Salah satu Peran Aparat Pengawasan Intern Pemerintah(APIP), selain memberikan jasa Assurance dan Consulting, adalah memberikan jasa Anticorruption Activity (Kegiatan Anti Korupsi). Deteksi Dini atas Potensi adanya Kecurangan (Fraud) merupakan salah satu tanggung jawab APIP sehingga penyelenggaraan Pemerintahan dapat dilaksanakan secara efektif, efisien dan sesuai peraturan yang berlaku. Deteksi dini atas Potensi Fraud ini dapat memanfaatkan situs opentender.net yang dikelola oleh Indonesia Corruption Watch (ICW). Gambar dibawah ini dicapture dari situs diatas dengan data tender pada Entitas Kementerian Energi dan Sumber Daya Mineral, yang dapat disortir berdasarkan Skor PFA (Potential Fraud Analysis), dengan catatan bahwa semakin tinggi Skor PFA, maka semakin berpotensi akan adanya Fraud dalam Pengadaan barang dan jasa, yaitu dengan rincian berikut ini:
Indikator dalam Skor PFA yang dikembangkan oleh ICW adalah:
Melalui situs opentender.net diatas, ada beberapa Kegiatan Pengadaan Barang dan Jasa di lingkungan KESDM yang berpotensi besar akan adanya Fraud (Skor PFA diatas 15), yaitu:
1. Pembangunan Infrastruktur Jaringan Gas Bumi untuk Rumah Tangga
2. Pembangunan PLTS Terpusat
3. Eksplorasi dan Pelayanan Air Bersih Melalui Pengeboran Air Tanah Dalam
Ketiga kegiatan ini adalah kegiatan bantuan pemerintah KESDM kepada Masyarakat dan rutin dilakukan tahun 2016-2018 ini. Semoga Program Kerja Pengawasan Tahunan (PKPT) Inspektorat Jenderal Tahun 2019 kelak mempertimbangkan untuk melakukan Audit atau Monitoring atau Evaluasi atas kegiatan ini sehingga potensi Fraud tersebut dapat dimitigasi.
----
Pengadaan barang dan jasa merupakan sektor terbesar yang menjadi "lahan basah" tindak pidana korupsi. Hampir 80 persen kasus yang ditangani Komisi Pemberantasan Korupsi (KPK) berasal dari sektor tersebut. (Artikel ini telah tayang di Kompas.com dengan judul "Ini Celah Kecurangan Pengadaan Barang dan Jasa yang Berpotensi Korupsi", https://nasional.kompas.com/read/2017/09/28/19204361/ini-celah-kecurangan-pengadaan-barang-dan-jasa-yang-berpotensi-korupsi. Penulis : Ambaranie Nadia Kemala Movanita)
-----
Modus yang digunakan terkait korupsi pengadaan barang dan jasa ini adalah penyalahgunaan anggaran (67 kasus), mark up (60 kasus), kegiatan/proyek fiktif (33 kasus). Kemudian pada sektor yang dikorupsi, pelayanan publik menjadi sektor yang rawan untuk dikorupsi. "Salah satu penyebabnya diduga karena setiap tahun K/L/D/I menganggarkan barang yang belum tentu habis nilai ekonomisnya dan belum tentu sesuai kebutuhan, seperti kursi, meja, komputer dan lain sebagainya. Hal ini yang menjadi celah terjadinya praktik korupsi," imbuhnya.

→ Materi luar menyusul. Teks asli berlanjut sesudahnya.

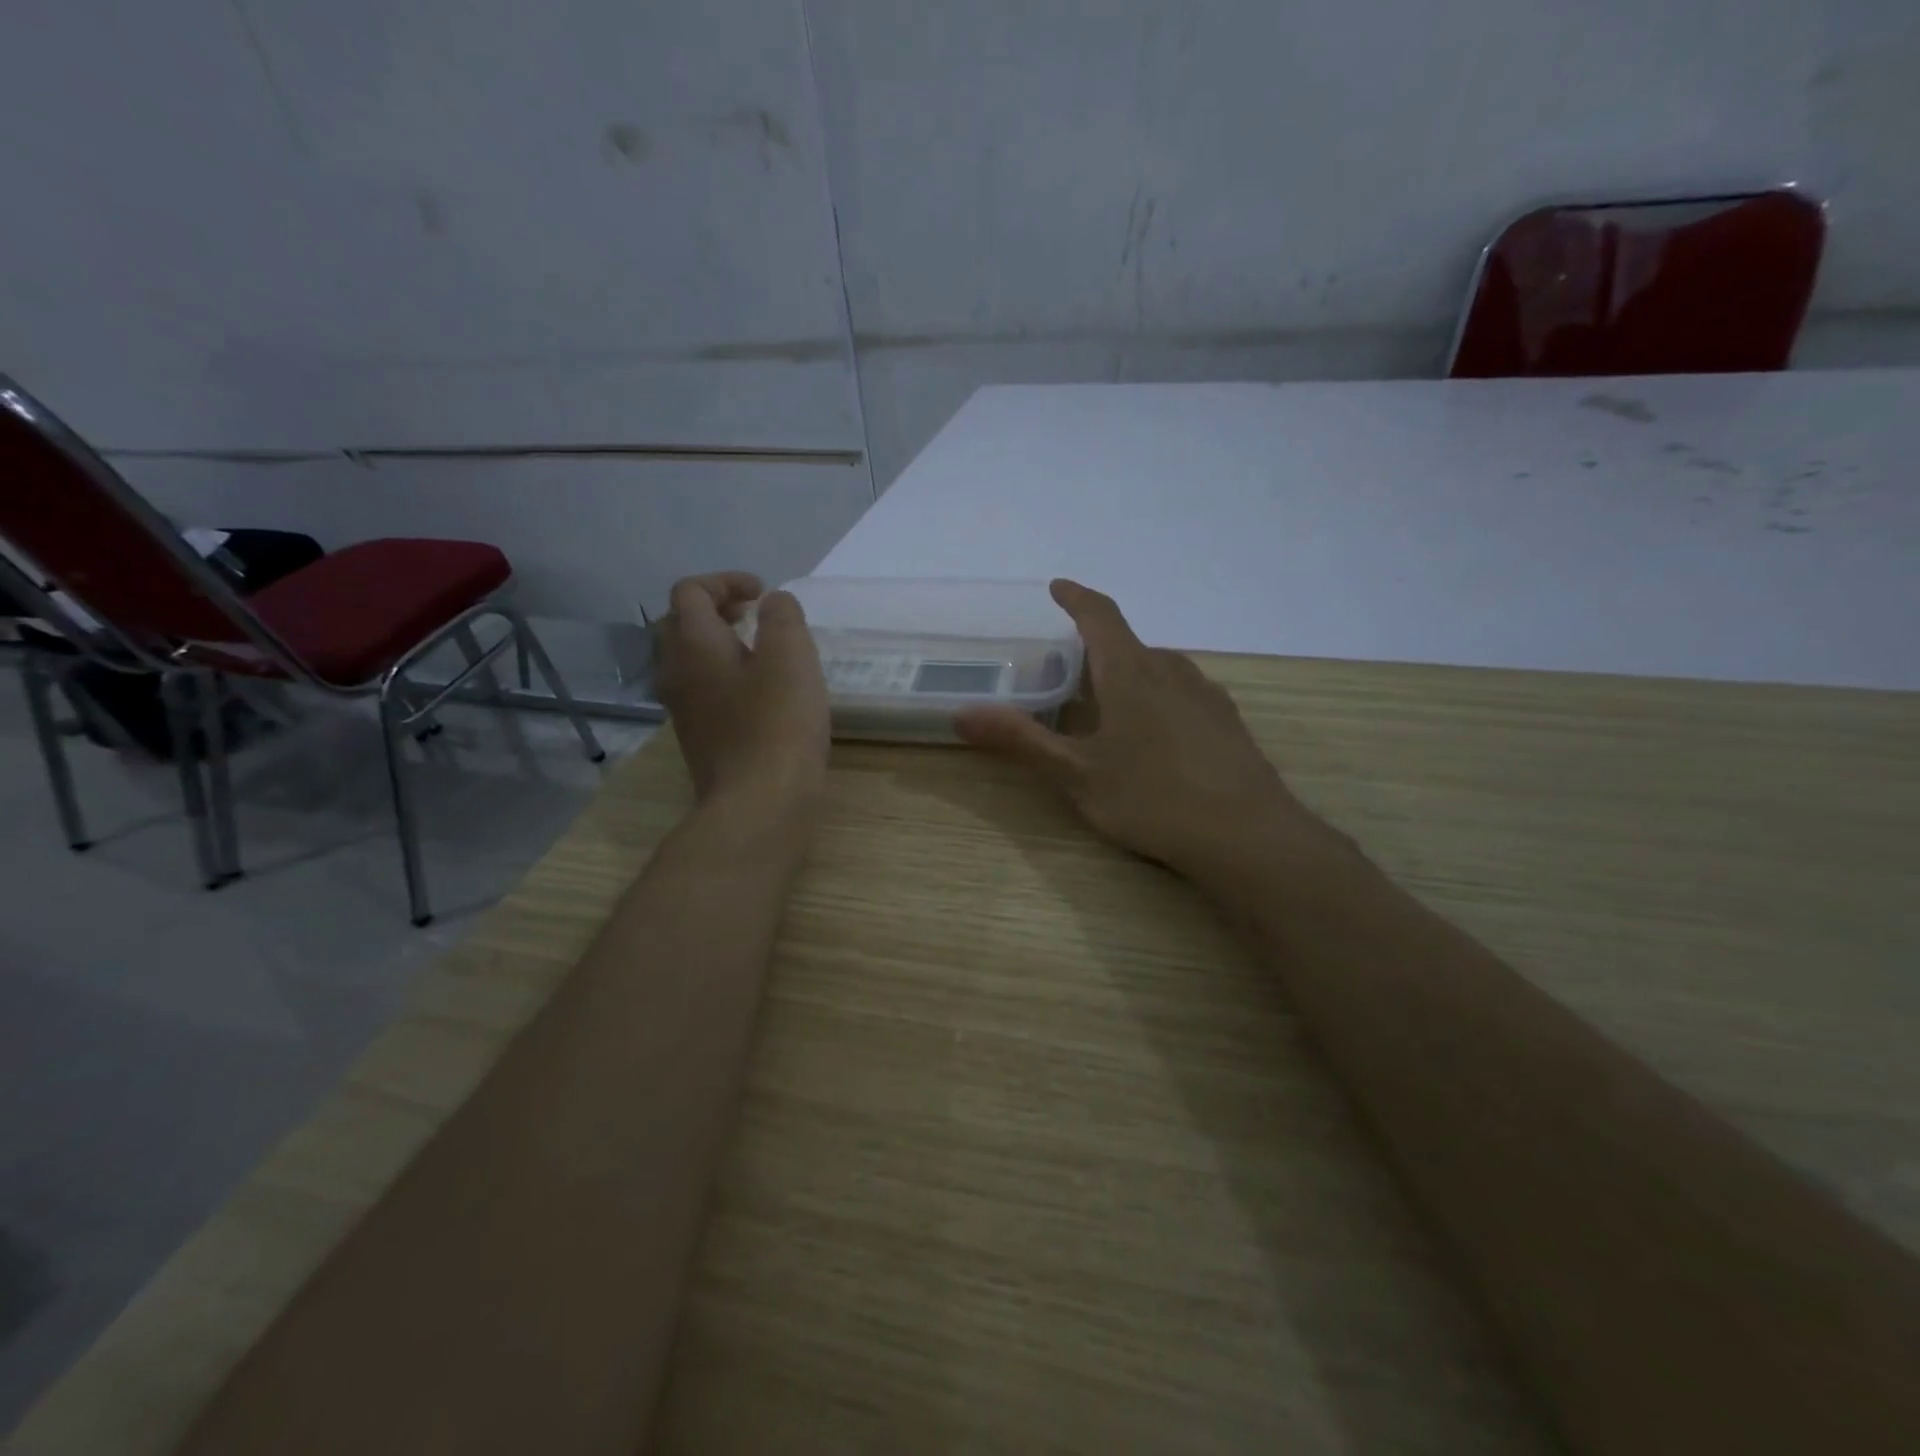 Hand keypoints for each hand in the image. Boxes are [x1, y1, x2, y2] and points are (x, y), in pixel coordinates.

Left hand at [654, 572, 828, 807]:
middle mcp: (676, 671)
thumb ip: (783, 618)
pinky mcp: (698, 737)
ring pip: (688, 659)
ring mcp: (683, 709)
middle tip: (754, 614)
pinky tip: (760, 693)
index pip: (690, 591)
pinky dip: (724, 675)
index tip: (763, 593)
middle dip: (716, 608)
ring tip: (759, 650)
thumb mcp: (792, 657)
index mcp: (694, 644)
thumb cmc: (778, 723)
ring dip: (718, 643)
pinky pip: (701, 689)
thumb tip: (774, 604)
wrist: (758, 804)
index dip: (725, 581)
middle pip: (680, 623)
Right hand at [955, 580, 1335, 887]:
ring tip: (1108, 708)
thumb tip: (961, 713)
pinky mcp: (1227, 721)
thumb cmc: (1152, 798)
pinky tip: (1155, 737)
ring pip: (1158, 669)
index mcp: (1130, 672)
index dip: (1076, 597)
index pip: (1100, 615)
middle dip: (1096, 650)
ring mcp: (1206, 694)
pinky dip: (1158, 697)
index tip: (1057, 587)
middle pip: (1127, 645)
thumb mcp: (1076, 774)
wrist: (1247, 835)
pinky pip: (1182, 692)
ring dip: (1128, 675)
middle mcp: (1171, 670)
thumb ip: (1020, 741)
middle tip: (1068, 676)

ICW menyoroti tak hanya korporasi yang terlibat dalam perkara korupsi ini, tapi juga kepala daerah. ICW kemudian memberikan rekomendasi sebagai berikut:
1. Pemerintah bersama dengan LKPP perlu mengoptimalkan penggunaan e-catalog, e- purchasing untuk meminimalisir terjadinya potensi korupsi mulai dari tahap perencanaan. Pemerintah perlu juga untuk melaksanakan open contracting agar masyarakat dapat memantau setiap pengadaan yang dilaksanakan.
2. Setiap K/L/D/I harus mematuhi rekomendasi yang dikeluarkan oleh LKPP bila ditemukan adanya potensi pelanggaran atau kerugian negara yang ditimbulkan terkait dengan PBJ.

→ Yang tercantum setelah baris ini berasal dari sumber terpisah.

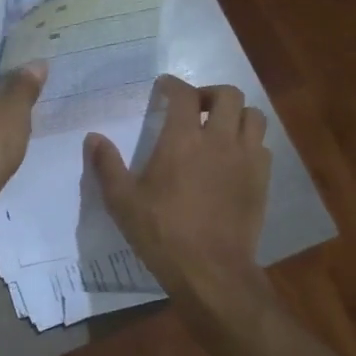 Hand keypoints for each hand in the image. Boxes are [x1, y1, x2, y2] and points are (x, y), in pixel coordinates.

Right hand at [86, 75, 270, 307]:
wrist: (210, 270)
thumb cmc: (162, 233)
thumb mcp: (122, 202)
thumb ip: (107, 165)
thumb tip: (93, 138)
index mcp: (183, 140)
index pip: (183, 94)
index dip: (173, 84)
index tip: (163, 87)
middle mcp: (219, 140)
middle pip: (228, 95)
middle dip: (209, 93)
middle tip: (193, 107)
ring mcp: (246, 159)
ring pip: (253, 115)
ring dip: (235, 113)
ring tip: (219, 127)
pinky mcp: (262, 180)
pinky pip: (262, 146)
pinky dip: (249, 141)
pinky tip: (234, 157)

3. Institusi penegak hukum perlu menerapkan pengenaan pasal pencucian uang bagi korporasi yang terbukti melakukan tindak pidana korupsi agar aset yang dimiliki dapat dirampas dan dikembalikan ke negara.
(Sumber berita: https://news.detik.com/berita/3885311/icw-korupsi-pengadaan-barang-2017-meningkat-negara-rugi-rp-1-t)
---
Menurut mantan Ketua KPK, Antasari Azhar, terdapat 18 modus operandi yang biasanya digunakan oleh oknum-oknum tersebut, diantaranya adalah sebagai berikut :
- Pengusaha menggunakan pengaruh pejabat pusat untuk “membujuk” Kepala Daerah/Pejabat Daerah mengintervensi proses pengadaan dalam rangka memenangkan pengusaha, melakukan mark-up harga atau nilai kontrak, dan pengusaha tersebut memberikan sejumlah uang kepada pejabat pusat maupun daerah.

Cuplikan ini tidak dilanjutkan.